Calculation of Non-GAAP Measures
We define Adjusted Revenue as operating revenues, net, adjusted for non-cash items including unrealized gain/loss on derivatives, amortization of favorable and unfavorable rate revenue contracts, net and other non-cash revenue items.
We define Adjusted EBITDA as net income (loss) plus depreciation, accretion and amortization, non-cash general and administrative costs, interest expense, income tax (benefit) expense, acquisition related expenses, and certain other non-cash charges, unusual or non-recurring items and other items that we believe are not representative of our core business or operating performance, as described further below.
We define “cash available for distribution” or “CAFD” as Adjusted EBITDA (i) minus cash distributions paid to non-controlling interests in our renewable energy facilities, if any, (ii) minus annualized scheduled interest and project level amortization payments in accordance with the related borrowing arrangements, (iii) minus average annual sustaining capital expenditures (based on the long-sustaining capital expenditure plans) which are recurring in nature and used to maintain the reliability and efficiency of our power generating assets over our long-term investment horizon, (iv) plus or minus operating items as necessary to present the cash flows we deem representative of our core business operations.
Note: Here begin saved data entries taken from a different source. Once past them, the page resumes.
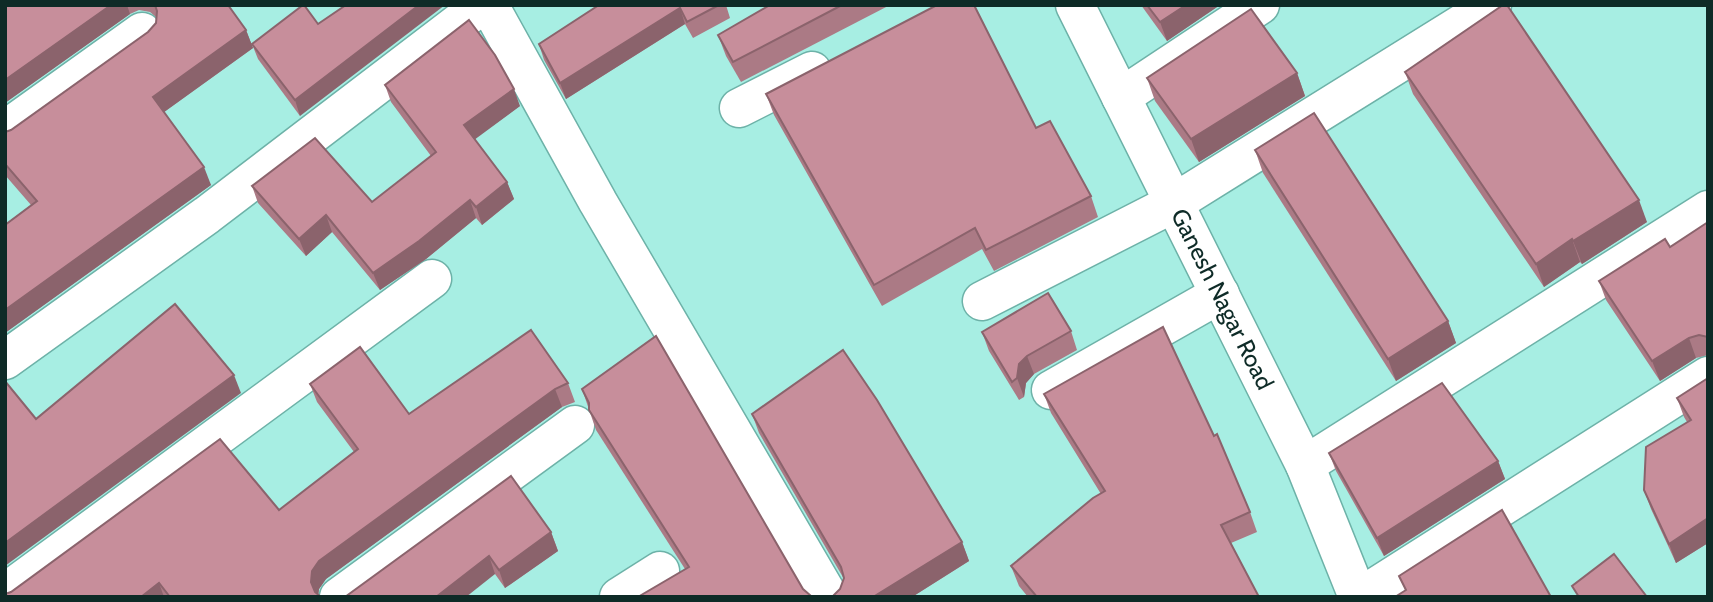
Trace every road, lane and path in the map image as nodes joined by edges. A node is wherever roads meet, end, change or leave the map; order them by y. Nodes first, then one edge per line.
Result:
1 (482, 5) edge
2 (489, 5) edge
3 (1075, 5) edge
4 (1260, 5) edge
5 (1492, 5) edge
6 (142, 32) edge
7 (839, 57) edge
8 (1121, 97) junction
9 (739, 108) dead end
10 (5, 130) edge
11 (1174, 203) junction
12 (1708, 210) edge
13 (432, 279) dead end
14 (1220, 294) junction
15 (982, 301) dead end
16 (5, 360) edge
17 (1708, 376) edge
18 (1045, 393) edge
19 (575, 425) dead end
20 (1305, 465) junction
21 (660, 571) dead end
22 (5, 593) edge
23 (339, 597) edge
24 (618, 597) edge
25 (829, 597) edge
26 (1359, 597) edge

1 - 16 street
2 - 25 street
3 - 8 street, Ganesh Nagar Road
4 - 8 street
5 - 11 street
6 - 10 street
7 - 9 street
8 - 11 street, Ganesh Nagar Road
11 - 14 street, Ganesh Nagar Road
11 - 15 street
12 - 20 street
13 - 22 street
14 - 18 street
14 - 20 street, Ganesh Nagar Road
17 - 26 street
19 - 23 street
20 - 26 street, Ganesh Nagar Road
21 - 24 street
As compared to the preceding period, we revised our definition of CAFD to (i) exclude adjustments related to deposits into and withdrawals from restricted cash accounts, required by project financing arrangements, (ii) replace sustaining capital expenditures payment made in the year with the average annualized long-term sustaining capital expenditures to maintain reliability and efficiency of our assets, and (iii) annualized debt service payments. We revised our definition as we believe it provides a more meaningful measure for investors to evaluate our financial and operating performance and ability to pay dividends. For items presented on an annualized basis, we will present actual cash payments as a proxy for an annualized number until the period commencing January 1, 2018.
Furthermore, to provide investors with the most appropriate measures to assess the financial and operating performance of our existing fleet and the ability to pay dividends in the future, we have excluded results associated with our UK solar and Residential portfolios, which were sold in 2017, from Adjusted Revenue, Adjusted EBITDA and CAFD reported for all periods presented.
Use of Non-GAAP Measures
We disclose Adjusted Revenue because it presents the component of our operating revenue that relates to the energy production from our plants, and is, therefore, useful to investors and other stakeholders in evaluating the performance of our renewable energy assets and comparing that performance across periods in each case without regard to non-cash revenue items.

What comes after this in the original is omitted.